本文代码源于 DGL 的 Example 的,感兴趣可以去 github 上面查看。
阅读代码的本意是加深对论文的理解,其次是看下大佬们实现算法的一些方式方法。当然,在阅读 GraphSAGE 代码时我也发现了之前忽视的 GraphSAGE 的细节问题和一些理解错误。比如说:之前忽视了 GraphSAGE 的四种聚合方式的具体实现,对 Alogrithm 2 的算法理解也有问题,再回头看那篇 GraphSAGE 的推文时,实在惨不忍睹= =。
进入正题,简单回顾一下 GraphSAGE。
核心算法:
dgl 已经实现了 SAGEConv 层,所以我们可以直接导入。
有了 SAGEConv 层后,GraphSAGE 实现起来就比较简单。
和基于 GraphConv 实现 GCN 的唯一区别在于把 GraphConv 改成了 SAGEConv:
class GraphSAGE(nn.Module):
def __init__(self,
g,
in_feats,
n_hidden,
n_classes,
n_layers,
activation,
dropout,
aggregator_type):
super(GraphSAGE, self).__init__()
self.layers = nn.ModuleList()
self.g = g
# input layer
self.layers.append(SAGEConv(in_feats, n_hidden, aggregator_type,
feat_drop=dropout, activation=activation))
# hidden layers
for i in range(n_layers - 1):
self.layers.append(SAGEConv(n_hidden, n_hidden, aggregator_type,
feat_drop=dropout, activation=activation))
# output layer
self.layers.append(SAGEConv(n_hidden, n_classes, aggregator_type,
feat_drop=dropout, activation=None)) # activation None
def forward(self, features):
h = features
for layer in self.layers:
h = layer(self.g, h)
return h
来看一下 SAGEConv 是如何实现的
SAGEConv 接收七个参数:
class SAGEConv(nn.Module):
def __init__(self,
in_feats,
out_feats,
aggregator_type,
feat_drop=0.,
bias=True,
norm=None,
activation=None):
super(SAGEConv, self).__init__()
# expand_as_pair 函数可以返回一个二维元组。
self._in_src_feats, self._in_dst_feats = expand_as_pair(in_feats)

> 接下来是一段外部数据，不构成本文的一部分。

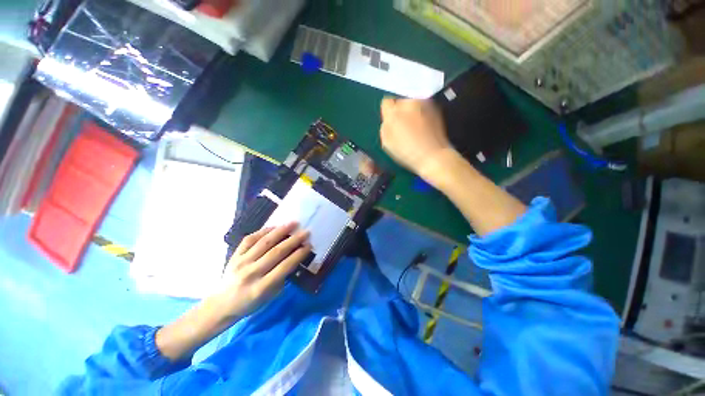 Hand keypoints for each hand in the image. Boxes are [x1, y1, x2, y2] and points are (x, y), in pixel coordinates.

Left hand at [215, 222, 311, 319]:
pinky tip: (274, 227)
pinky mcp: (234, 255)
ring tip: (293, 223)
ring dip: (281, 231)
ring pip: (264, 242)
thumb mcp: (269, 296)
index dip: (299, 254)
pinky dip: (263, 231)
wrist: (221, 305)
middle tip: (305, 232)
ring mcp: (241, 262)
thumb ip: (282, 277)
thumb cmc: (249, 303)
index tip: (309, 245)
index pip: (284, 266)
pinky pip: (250, 239)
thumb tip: (294, 257)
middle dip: (294, 240)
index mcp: (261, 288)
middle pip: (276, 252)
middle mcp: (251, 273)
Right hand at [380, 98, 456, 181]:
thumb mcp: (387, 142)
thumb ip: (385, 126)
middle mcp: (409, 102)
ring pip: (413, 103)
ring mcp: (425, 103)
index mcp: (394, 111)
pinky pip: (424, 108)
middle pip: (401, 101)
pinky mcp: (436, 109)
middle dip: (400, 111)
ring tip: (414, 128)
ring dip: (411, 112)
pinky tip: (424, 129)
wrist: (433, 156)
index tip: (390, 123)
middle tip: (402, 126)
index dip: (387, 113)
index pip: (386, 102)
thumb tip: (387, 119)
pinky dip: (422, 115)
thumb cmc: (406, 152)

self._out_feats = out_feats
self._aggre_type = aggregator_type
self.norm = norm
self.feat_drop = nn.Dropout(feat_drop)
self.activation = activation
# aggregator type: mean/pool/lstm/gcn
if aggregator_type == 'pool':
self.fc_pool = nn.Linear(self._in_src_feats, self._in_src_feats)
if aggregator_type == 'lstm':
self.lstm = nn.LSTM(self._in_src_feats, self._in_src_feats, batch_first=True)

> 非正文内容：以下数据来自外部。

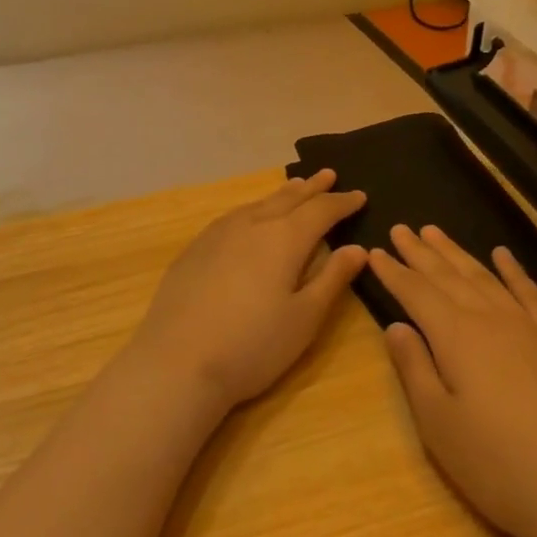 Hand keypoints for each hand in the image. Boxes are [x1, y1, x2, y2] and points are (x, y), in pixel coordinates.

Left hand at [129, 170, 368, 413]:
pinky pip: (234, 216)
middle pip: (288, 198)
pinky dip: (253, 209)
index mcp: (284, 238)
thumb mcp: (305, 318)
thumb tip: (357, 248)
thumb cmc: (253, 345)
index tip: (360, 195)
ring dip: (281, 194)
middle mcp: (252, 225)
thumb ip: (333, 279)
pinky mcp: (195, 249)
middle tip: (329, 174)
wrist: (177, 362)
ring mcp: (218, 234)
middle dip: (312, 188)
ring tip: (295, 187)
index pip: (321, 211)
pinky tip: (250, 217)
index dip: (342, 203)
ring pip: (258, 204)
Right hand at [372, 224, 536, 536]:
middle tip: (401, 228)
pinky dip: (514, 270)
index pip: (416, 293)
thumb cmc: (499, 465)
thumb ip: (415, 369)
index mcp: (457, 337)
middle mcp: (492, 319)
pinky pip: (531, 293)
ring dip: (458, 253)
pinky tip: (503, 255)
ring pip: (485, 277)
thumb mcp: (439, 424)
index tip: (374, 251)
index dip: (393, 272)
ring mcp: (530, 327)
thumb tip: (396, 327)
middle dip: (421, 253)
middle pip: (449, 277)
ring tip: (436, 233)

if aggregator_type != 'gcn':
self.fc_self = nn.Linear(self._in_dst_feats, out_feats, bias=bias)
self.fc_neigh = nn.Linear(self._in_src_feats, out_feats, bias=bias)
self.reset_parameters()
def reset_parameters(self):
"""初始化参数
这里的 gain 可以从 calculate_gain 中获取针对非线形激活函数的建议的值
用于初始化参数
"""
gain = nn.init.calculate_gain('relu')
if self._aggre_type == 'pool':
nn.init.xavier_uniform_(self.fc_pool.weight, gain=gain)
if self._aggre_type == 'lstm':
self.lstm.reset_parameters()
if self._aggre_type != 'gcn':
nn.init.xavier_uniform_(self.fc_self.weight, gain=gain)
nn.init.xavier_uniform_(self.fc_neigh.weight, gain=gain)
def _lstm_reducer(self, nodes):
"""LSTM reducer
NOTE(zihao): lstm reducer with default schedule (degree bucketing)
is slow, we could accelerate this with degree padding in the future.
"""
m = nodes.mailbox['m'] # (B, L, D)
batch_size = m.shape[0]
h = (m.new_zeros((1, batch_size, self._in_src_feats)),
m.new_zeros((1, batch_size, self._in_src_feats)))
_, (rst, _) = self.lstm(m, h)
return {'neigh': rst.squeeze(0)}
def forward(self, graph, feat):
""" SAGE 层的前向传播
接收 DGLGraph 和 Tensor 格式的节点特征
"""
# local_var 会返回一个作用在内部函数中使用的 Graph 对象
# 外部数据的变化不会影响到这个 Graph
# 可以理解为保护数据不被意外修改
graph = graph.local_var()
if isinstance(feat, tuple):
feat_src = self.feat_drop(feat[0])
feat_dst = self.feat_drop(feat[1])
else:
feat_src = feat_dst = self.feat_drop(feat)
h_self = feat_dst
# 根据不同的聚合类型选择不同的聚合方式
# 值得注意的是,论文在 3.3 节只给出了三种聚合方式
# 而这里却多出来一个 gcn 聚合
# 具体原因将在后文给出
if self._aggre_type == 'mean':
graph.srcdata['h'] = feat_src
graph.update_all(fn.copy_src('h', 'm'), fn.mean('m', 'neigh'))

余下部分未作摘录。